People say that when you're young, you can't know what love is. You haven't lived enough to realize the depths, the bredth, the iessence/i of love. That at such an early point in your life, the only love you could possibly have would be to your family.

Except that, at sixteen, Seth Goddard isn't too fond of his family either.

But he's fond of John. He doesn't say it aloud, but he wonders often enough if it's love. If he's only supposed to love his family, but hates them more than he likes them, how can he equate the emotion he feels for them with the ones he feels for the other boy?

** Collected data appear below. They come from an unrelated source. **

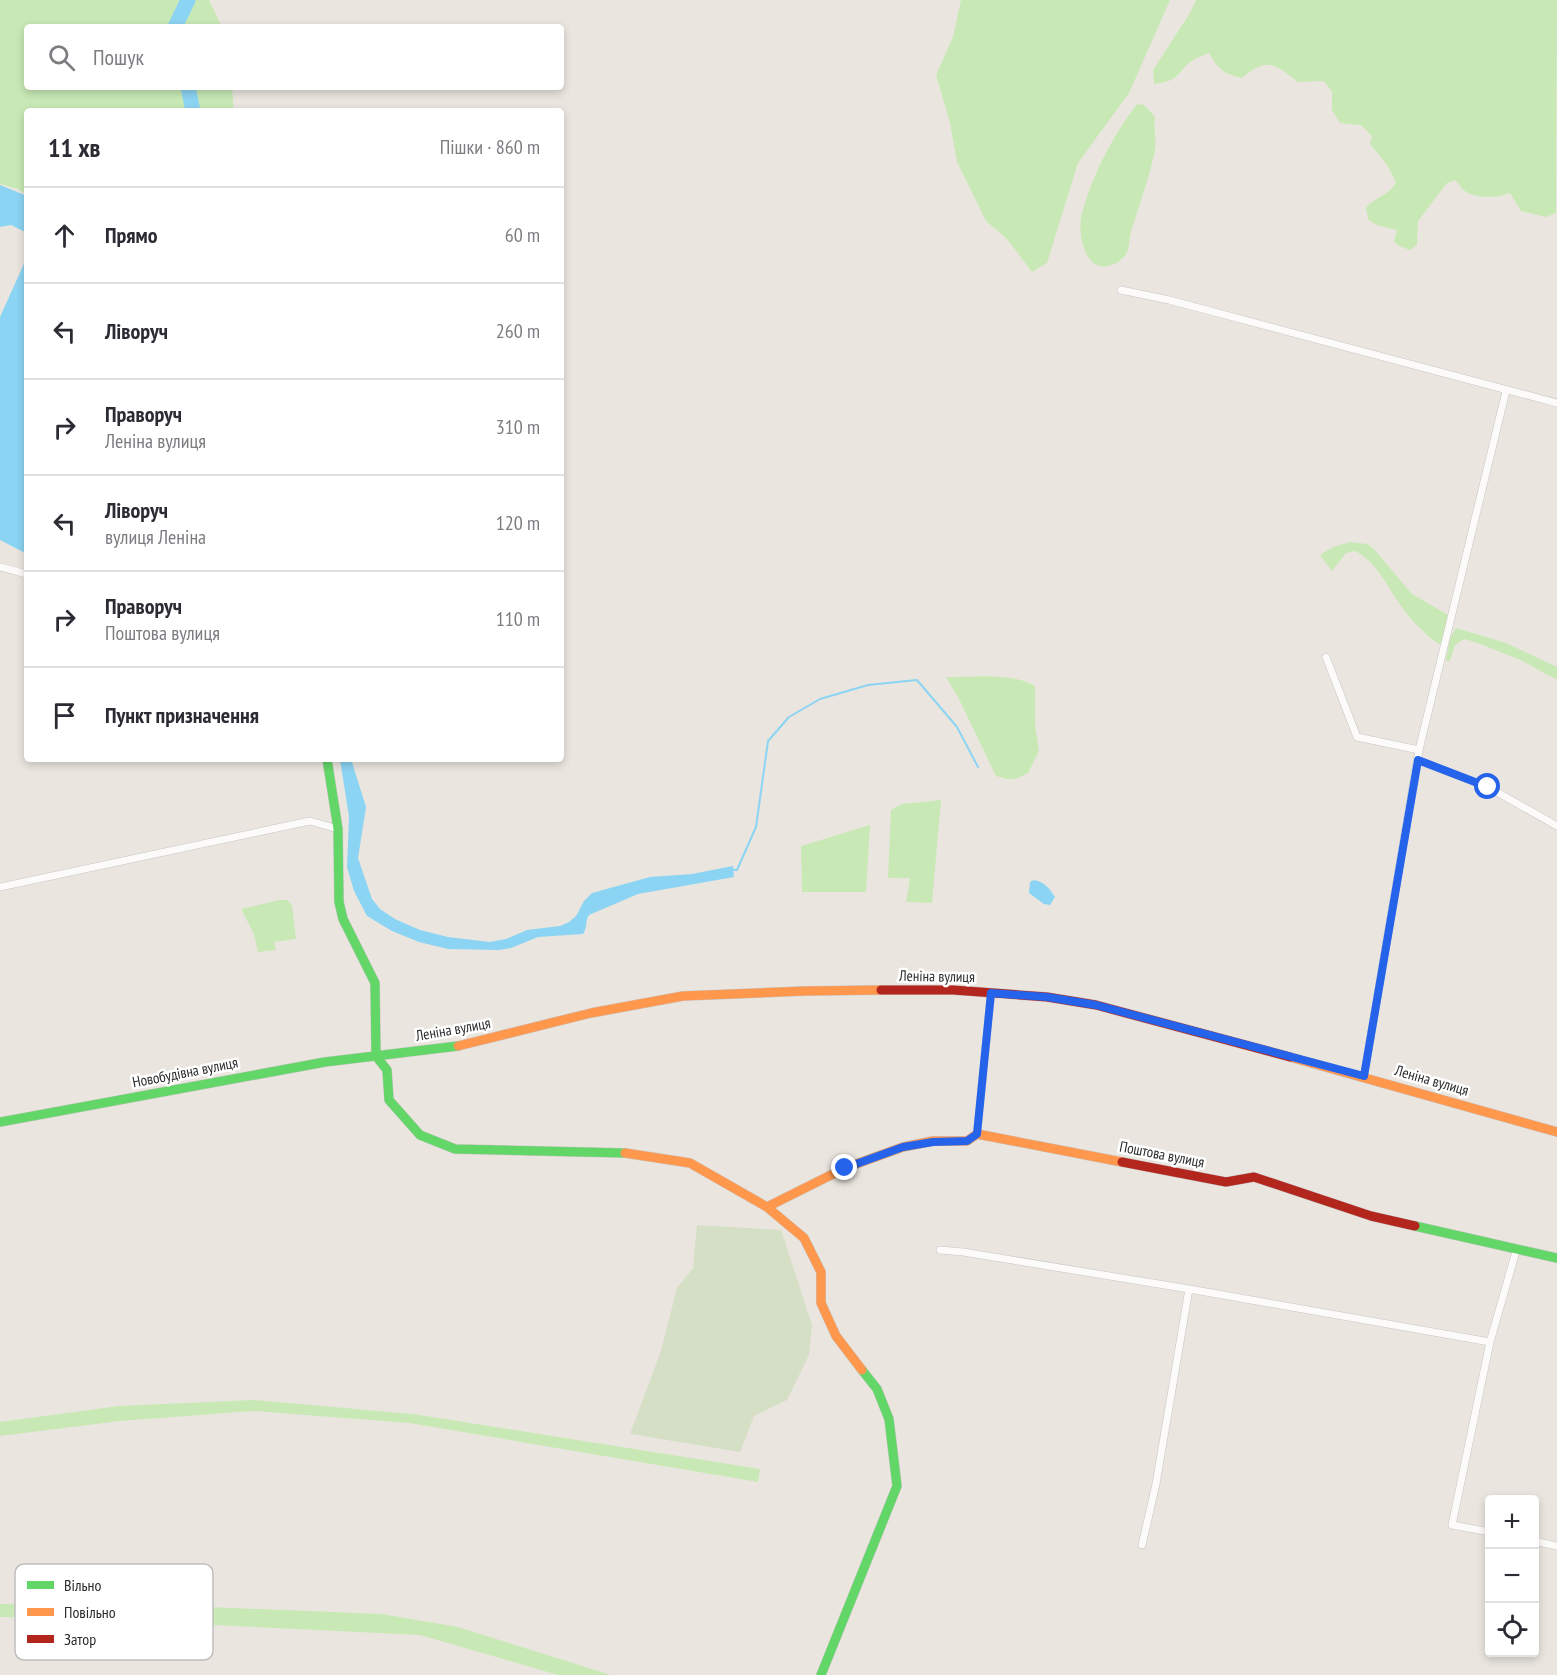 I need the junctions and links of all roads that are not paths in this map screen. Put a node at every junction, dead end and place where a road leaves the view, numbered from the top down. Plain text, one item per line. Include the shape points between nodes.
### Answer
1 (1121, 290) dead end
2 (1506, 391) junction
3 (1557, 404) edge
4 (0, 567) edge
5 (24, 573) edge
6 (1326, 657) dead end
7 (1419, 750) junction
8 (1418, 760) junction
9 (327, 762) edge
10 (1557, 826) edge
11 (338, 829) junction
12 (0, 887) edge
13 (991, 993) junction
14 (376, 1056) junction
15 (1364, 1076) junction
16 (0, 1122) edge
17 (1557, 1132) edge
18 (977, 1134) junction
19 (767, 1207) junction
20 (1517, 1248) junction
21 (940, 1250) dead end
22 (1557, 1258) edge
23 (1190, 1289) junction
24 (1490, 1342) junction
25 (1485, 1531) edge
26 (1539, 1542) edge
27 (1142, 1545) dead end
28 (1557, 1546) edge
29 (820, 1675) edge

1 - 2 street
2 - 3 street
2 - 7 street
4 - 5 street
6 - 7 street via 1357,737
7 - 8 street
8 - 10 street via 1488,787
8 - 15 street
9 - 11 street
11 - 12 street via 310,821
11 - 14 street via 339,902 343,920 375,983
13 - 14 street, Леніна вулиця via 805,991 683,996 591,1013 462,1046
13 - 15 street, Леніна вулиця via 1096,1005
13 - 18 street
14 - 16 street, Новобудівна вулиця
14 - 19 street via 387,1070 389,1100 420,1135 455,1149 625,1153 690,1163
15 - 17 street, Леніна вулиця
18 - 19 street, Поштова вулиця via 967,1141 903,1147 845,1168
18 - 20 street, Поштова вулиця via 1226,1182 1254,1177 1371,1216
19 - 29 street via 804,1238 821,1272 822,1303 837,1336 877,1389 889,1419 897,1486
20 - 22 street, Поштова вулиця
20 - 24 street
21 - 23 street
23 - 24 street
23 - 27 street
24 - 25 street via 1452,1525
26 - 28 street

Except that... sometimes he can.

Sometimes, when he's angry, Seth can find the parallels. The way his brother fought with him is a lot like the way John will fight: quick and bloodthirsty and enraged, all in a single moment. The way his father screamed at him is a lot like the way John will scream at hiim: sudden and unexplained and frightening, without warning. The way his mother laughed at him is a lot like the way John will laugh: quiet and grinning and strange, as if he's laughing more at Seth than at his words.

Sometimes there are no parallels.

When they're walking down a hallway to class (when John decides he feels like going to class) and he's grabbed and hauled into a utility closet, Seth can't remember anything like that. When he's thrown up again a wall, but a hand cushions the blow between his head and the wall, there is no memory to flash back to. And when lips cover his in a kiss that seems as though it might call his very soul from his lips, there is no feeling of deja vu, or having been here before.

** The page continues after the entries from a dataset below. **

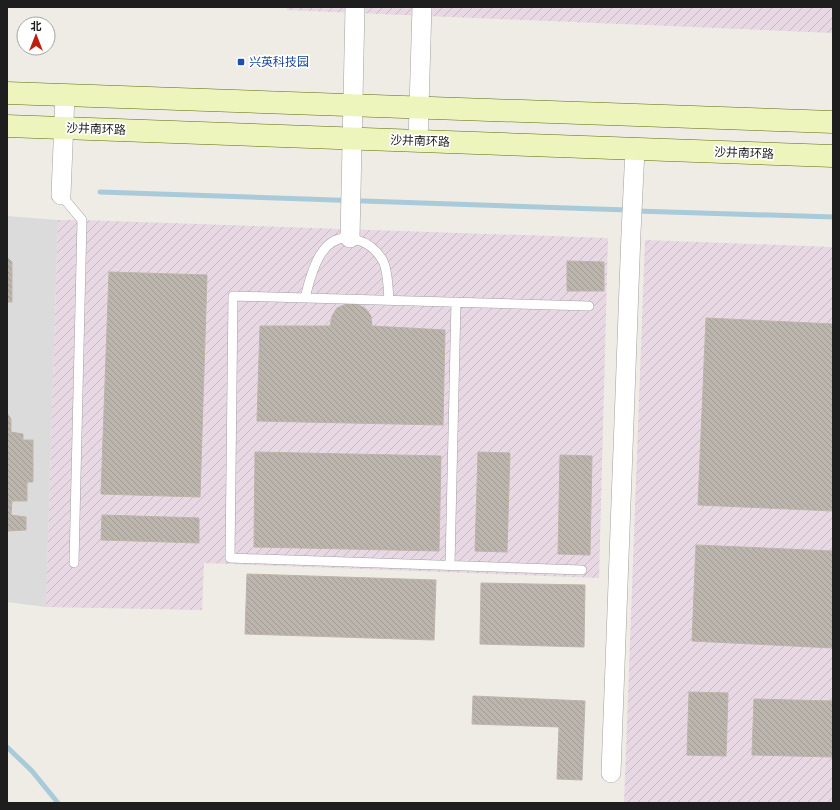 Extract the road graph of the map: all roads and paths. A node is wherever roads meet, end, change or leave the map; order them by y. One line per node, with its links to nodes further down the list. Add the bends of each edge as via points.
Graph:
1 (356, 7): 5 (street)
2 (422, 7): 6 (street)
3 (7, 93): 4 (main road)
4 (65, 95): 5 (main road); 9 (street)
5 (353, 105): 6 (main road); 10 (street)
6 (420, 108): 7 (main road); 11 (street)
7 (833, 122)
8 (7, 126): 9 (main road, 沙井南环路)
9 (64, 128): 10 (main road, 沙井南环路); 14 (street)
10 (352, 138): 11 (main road, 沙井南环路); 15 (street)
11 (418, 141): 12 (main road, 沙井南环路)
12 (635, 149): 13 (main road, 沙井南环路); 23 (street)
13 (833, 156)
14 (61, 195): 20 (lane, via 82,220)
15 (350, 238): 16 (lane, via 337,240 324,249 311,274); 17 (lane, via 376,250 384,262)
16 (305, 298): 17 (lane); 21 (lane, via 233,296 230,558)
17 (389, 300): 18 (lane)
18 (456, 302): 19 (lane); 21 (lane)
19 (589, 306)
20 (74, 563)
21 (450, 565): 22 (lane)
22 (582, 570)
23 (611, 773)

When academy uniforms litter the floor of the closet like a patchworked blanket of shades of gray, after awhile, he can find the memories that match. When hands map out his body, sometimes gentle and mostly rough, he will have a flash of recognition. When his body heats and he calls for the other, listens to a breathless laugh that answers his pleas, he finds the memories that elude him.

He remembers all the times he and John came to class late. He remembers John's confidant smile, the looks he received for his own heated face. He remembers crisp uniforms showing no sign of their stay on a closet floor because, as John said, they were just that good. He remembers being unable to focus on anything said in the classes just after these excursions, because John was next to him, and a hand was on his thigh under the desk.

He is too young to love, to know even what it is to love. But he knows what he feels for John and what he feels for his family are not the same. Leaving his family behind for the Starcademy was easy, looked forward to, a cause for celebration.

Leaving John Reaver, he expects, will not be so easy.